The COVID-19 pandemic has caused a profound and dramatic shift towards a digital society. All aspects of life in the UK are becoming increasingly digital, from purchasing our daily Latte, to accessing music or interacting with government. The digital shift was already happening, but it is absolutely clear that the pandemic has accelerated the transformation of how we pay for the goods and services we consume. No longer are ‘payments’ and […]
The COVID-19 pandemic has caused a profound and dramatic shift towards a digital society. All aspects of life in the UK are becoming increasingly digital, from purchasing our daily Latte, to accessing music or interacting with government.
The digital shift was already happening, but it is absolutely clear that the pandemic has accelerated the transformation of how we pay for the goods and services we consume.
No longer are ‘payments’ and ‘cash’ languishing in the backwater of hygiene factors.

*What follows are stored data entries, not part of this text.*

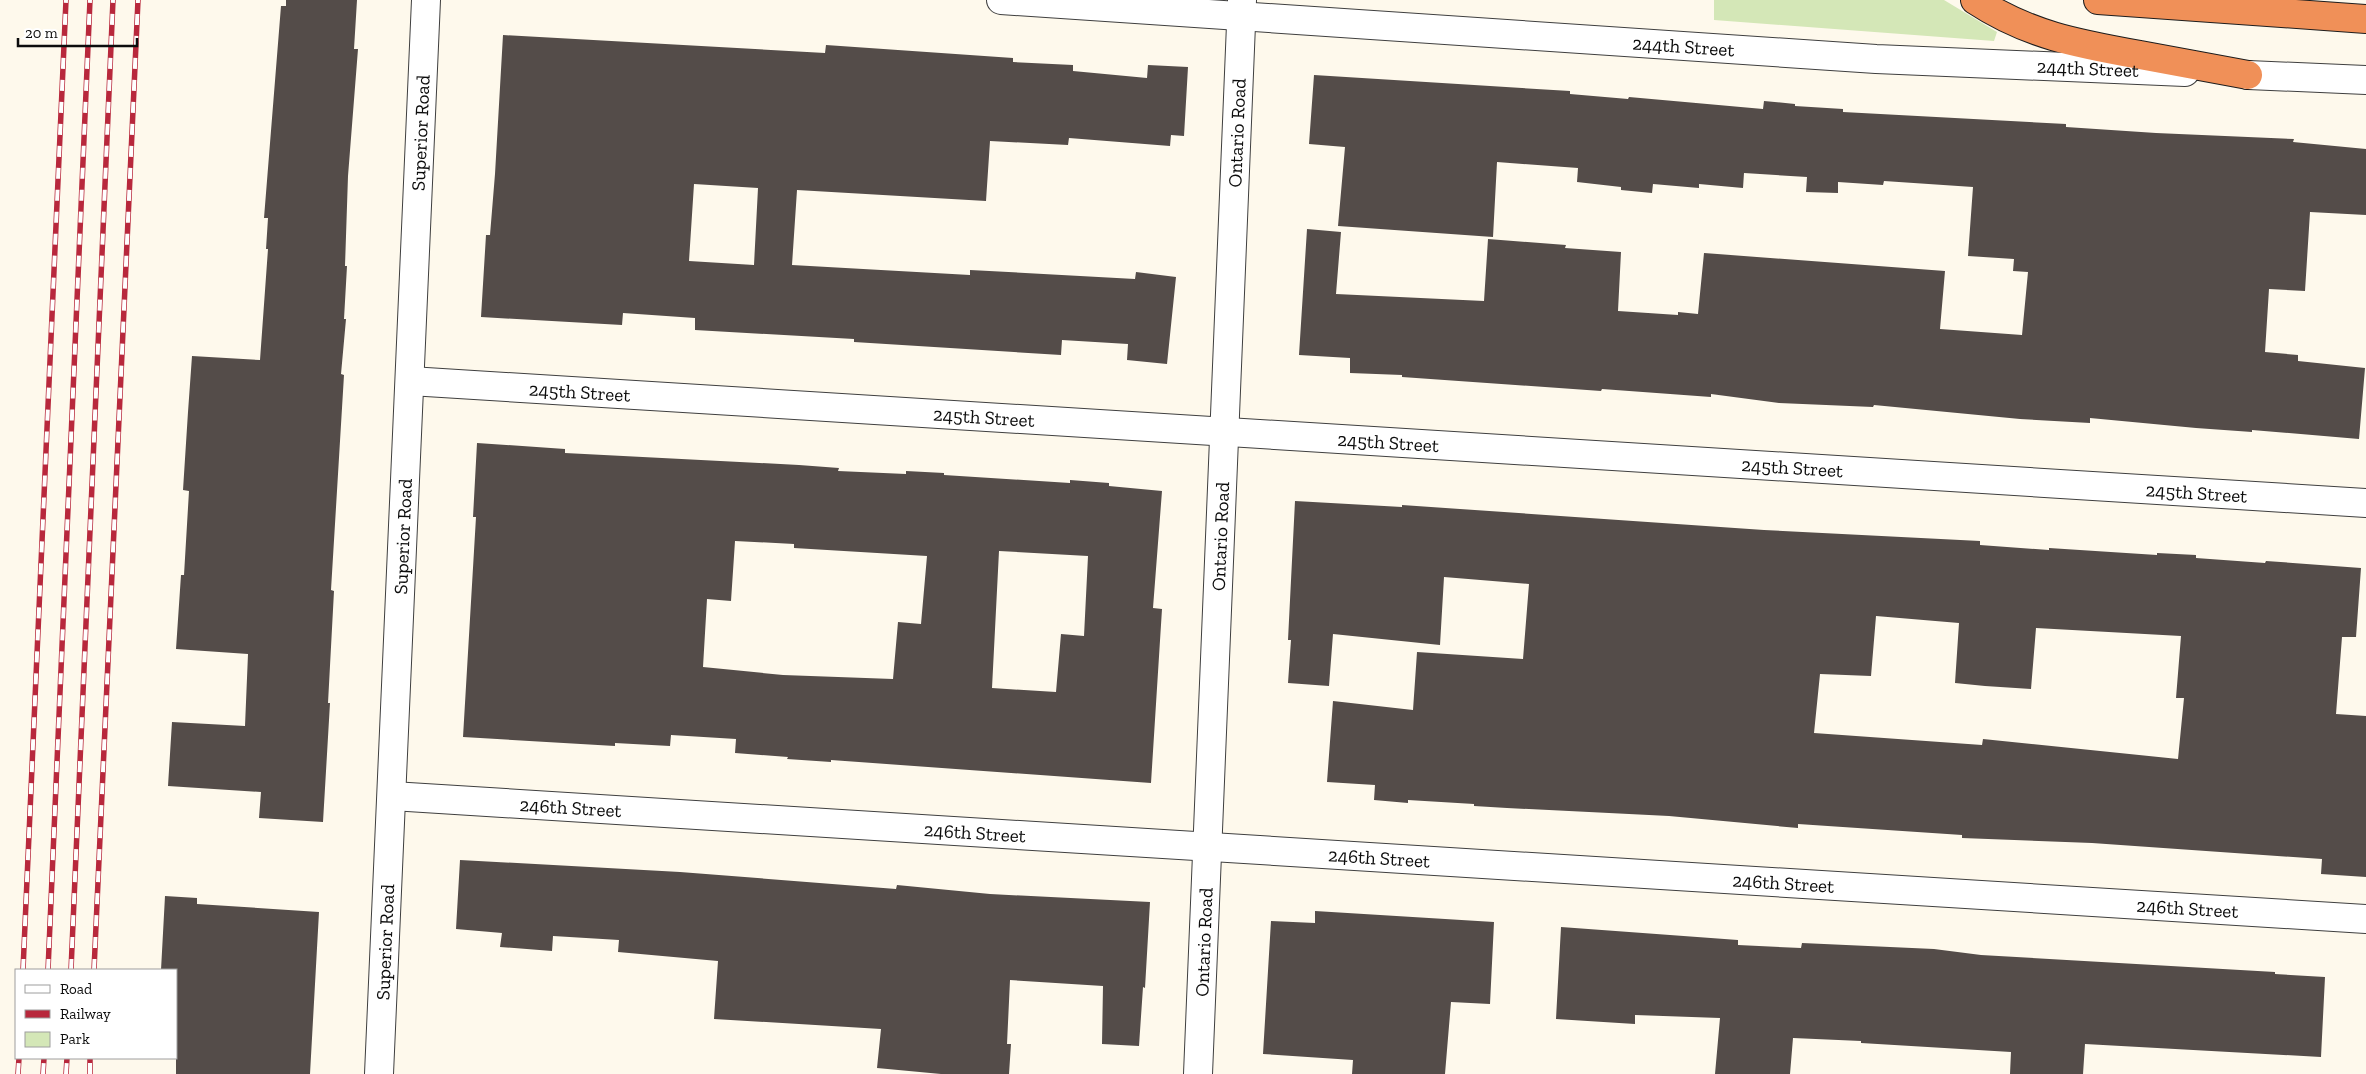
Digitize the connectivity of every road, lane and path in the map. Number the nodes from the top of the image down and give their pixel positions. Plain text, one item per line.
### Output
1 (426, 0) edge
2 (1001, 0) edge
3 (1975, 0) edge
4 (2098, 0) edge
5 (1242, 8) edge
6 (2366, 18) edge
7 (2248, 75) junction
8 (2366, 80) edge
9 (410, 381) junction
10 (1224, 433) junction
11 (2366, 502) edge
12 (392, 796) junction
13 (1207, 847) junction
14 (2366, 919) edge
15 (379, 1074) edge
16 (1198, 1074) edge

1 - 9 street, Superior Road
2 - 5 street, 244th Street
3 - 7 highway
4 - 6 highway
5 - 7 street, 244th Street
5 - 10 street, Ontario Road
7 - 8 street, 244th Street
9 - 10 street, 245th Street
9 - 12 street, Superior Road
10 - 11 street, 245th Street
10 - 13 street, Ontario Road
12 - 13 street, 246th Street
12 - 15 street, Superior Road
13 - 14 street, 246th Street
13 - 16 street, Ontario Road

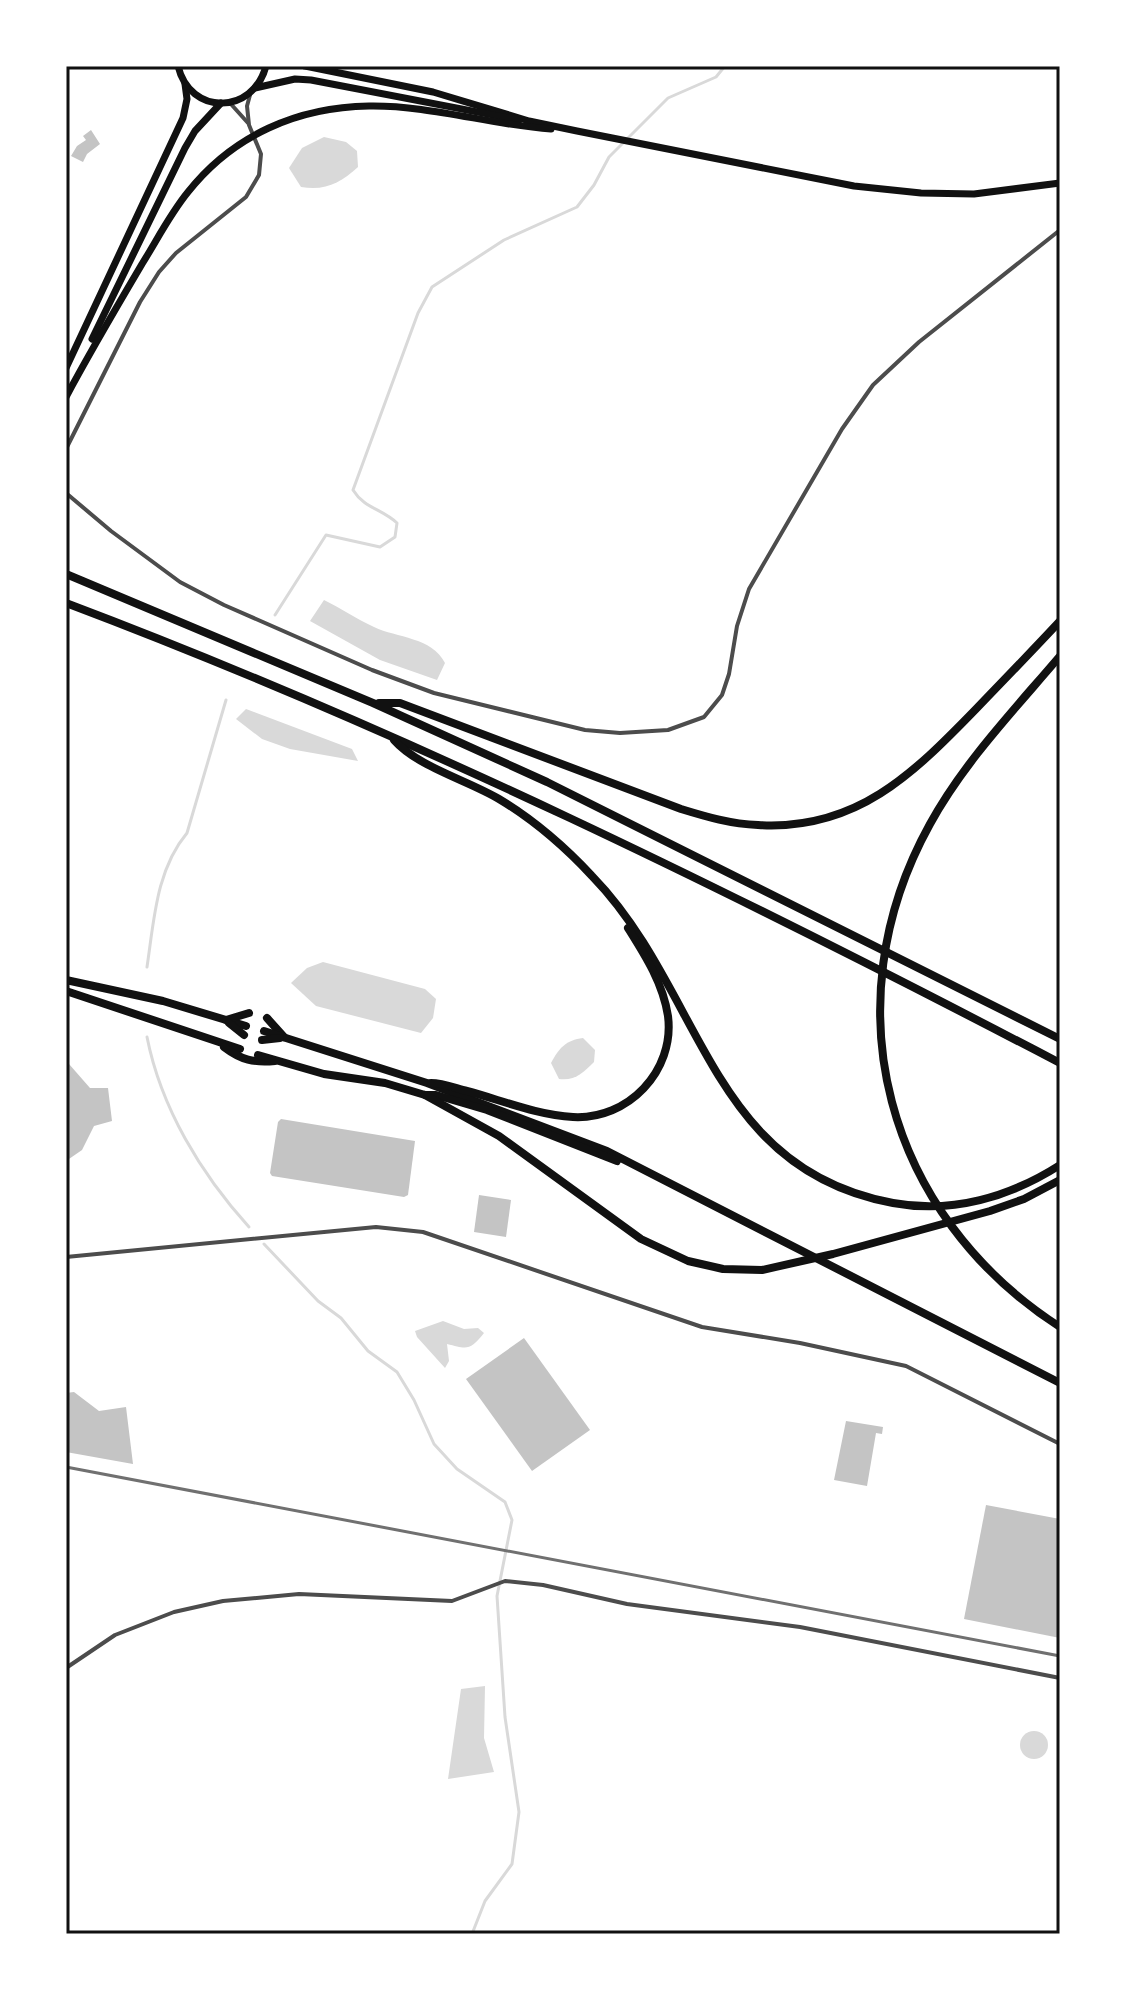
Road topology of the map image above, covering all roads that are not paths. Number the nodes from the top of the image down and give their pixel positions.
1 (178, 66) edge
2 (266, 66) edge
3 (305, 66) edge
4 (185, 84) junction
5 (253, 91) junction
6 (226, 103) junction
7 (529, 121) junction
8 (249, 125) junction
9 (577, 131) junction
10 (1060, 183) edge
11 (1060, 230) edge
12 (66, 368) edge
13 (66, 394) edge
14 (66, 449) edge
15 (66, 493) edge
16 (66, 574) edge
17 (66, 603) edge
18 (1060, 621) edge
19 (1060, 656) edge
20 (373, 703) junction
21 (391, 736) junction
22 (625, 915) junction
23 (66, 980) edge
24 (66, 991) edge
25 (225, 1020) junction
26 (245, 1031) junction
27 (1060, 1039) edge
28 (219, 1043) junction
29 (279, 1061) junction
30 (1060, 1063) edge
31 (427, 1083) junction
32 (425, 1095) junction
33 (1060, 1165) edge
34 (1060, 1180) edge
35 (695, 1194) junction
36 (66, 1257) edge
37 (1060, 1327) edge
38 (1060, 1383) edge
39 (1060, 1444) edge
40 (66, 1668) edge
41 (1060, 1678) edge

1 - 4 main road
2 - 5 main road
3 - 7 main road
4 - 6 main road
4 - 12 main road
5 - 6 main road
5 - 7 main road
5 - 8 street
6 - 8 street
6 - 13 main road
7 - 9 main road
8 - 14 street
9 - 10 main road
9 - 13 main road
11 - 15 street
16 - 20 highway
17 - 21 highway
18 - 20 highway
19 - 37 highway
20 - 27 highway
21 - 22 highway
21 - 30 highway
22 - 31 highway
22 - 33 highway
23 - 25 highway
24 - 28 highway
25 - 26 highway
25 - 26 highway
26 - 28 highway
28 - 29 highway
29 - 31 highway
29 - 32 highway
31 - 35 highway
32 - 34 highway
32 - 35 highway
35 - 38 highway
36 - 39 street
40 - 41 street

The advance of digital payments and the decline in cash use are absolute and the digital payment habits we formed pre-pandemic are now centre stage and will, I am convinced, be proven to be ‘sticky’ in a post-pandemic digital society.
This view is shared by Worldpay who, in a recent publication reported that, in 2020 from Argentina to Vietnam alternative payments were catapulted years ahead of projections – resulting in a global drop in the use of cash at Point of Sale from 30% to 20% in just one year. Furthermore, Worldpay suggest that by 2024 the use of cash at Point of Sale will be approaching 10%.
However, we must be careful not to throw the baby out with the bathwater. It is clear that, for various reasons, a number of people in our society continue to rely, or perhaps want to rely, on cash.
Against this backdrop, the accelerated decline in the use of cash is beginning to expose issues with the ‘supply of’ and ‘access to’ cash.
It is important that the final furlong of the UK’s digital payments transformation must be led by the consumer.
Mr Balz from the German Bundesbank appears to share this view:
“Consumers should be able to decide for themselves how they pay. For us, it is important to have a broad mix of options and that efficient methods for payment are available.”
At the heart of this challenge is the premise that preserving cash for cash sake will ultimately only serve to leave people behind.
The pre-pandemic shift to digital payments has been catapulted to centre stage by COVID-19, as Act Two unfolds the UK’s path to a truly accessible, inclusive and equitable digital (cashless) payments society must become a reality.
With the stage set for Act Two, the payments industry needs to adopt a proactive role.
The cry from the audience is twofold – firstly, not to preserve cash just for cash sake and secondly, not to leave people behind in an analogue payments world.
The response from those on the stage should be to:
- Ensure that all digital payment solutions are accessible, inclusive and equitable for all in society.
- Ensure that the UK’s most vulnerable people have access to a bank account and are not disadvantaged in making payments and getting paid.
- Tackle, in tandem, the issues of ‘access to cash’ (i.e. the viability and sustainability of the UK’s cash supply network) and the ‘acceptability of cash’ (i.e. the ability of consumers to ‘spend’ physical cash at the point of sale).
- Drive the debate on the future role of a Central Bank Digital Currency for the UK – an ‘e-pound’.
- Ensure a holistic approach to the provision of retail payment schemes and the dependency on Open Banking / Open Payments / Open Finance / Open Everything.
Our experience in the UK, supported by global trends, is that digital payments are a hygiene factor of a digital society.
There is a famous small tale withinÂ the 1865 novel ‘Hans Brinker or The Silver Skates’ where a Dutch boy saves his country by putting his finger in a leaking sea wall. The boy stays there all night, in spite of the cold, until the villagers find him and repair the wall. The preservation of cash for cash sake is a short term solution, like blocking a leak in flood defences with your finger: the demise of cash is inevitable and requires accessible, inclusive and equitable digital payment solutions for everyone.
The pandemic has provided the catalyst for significant behavioural change, this must be driven with a combination of collective and competitve innovation over the next decade.
When we arrive in 2030, how much better will it be for all in society if the shift to digital payments has become a reality due to the development of innovative and effective digital solutions that have become the natural choice because they are regarded as accessible, efficient, friction free and convenient.
And, of course, we must learn from the painful experience of ‘the end of the cheque that never was‘ decision …..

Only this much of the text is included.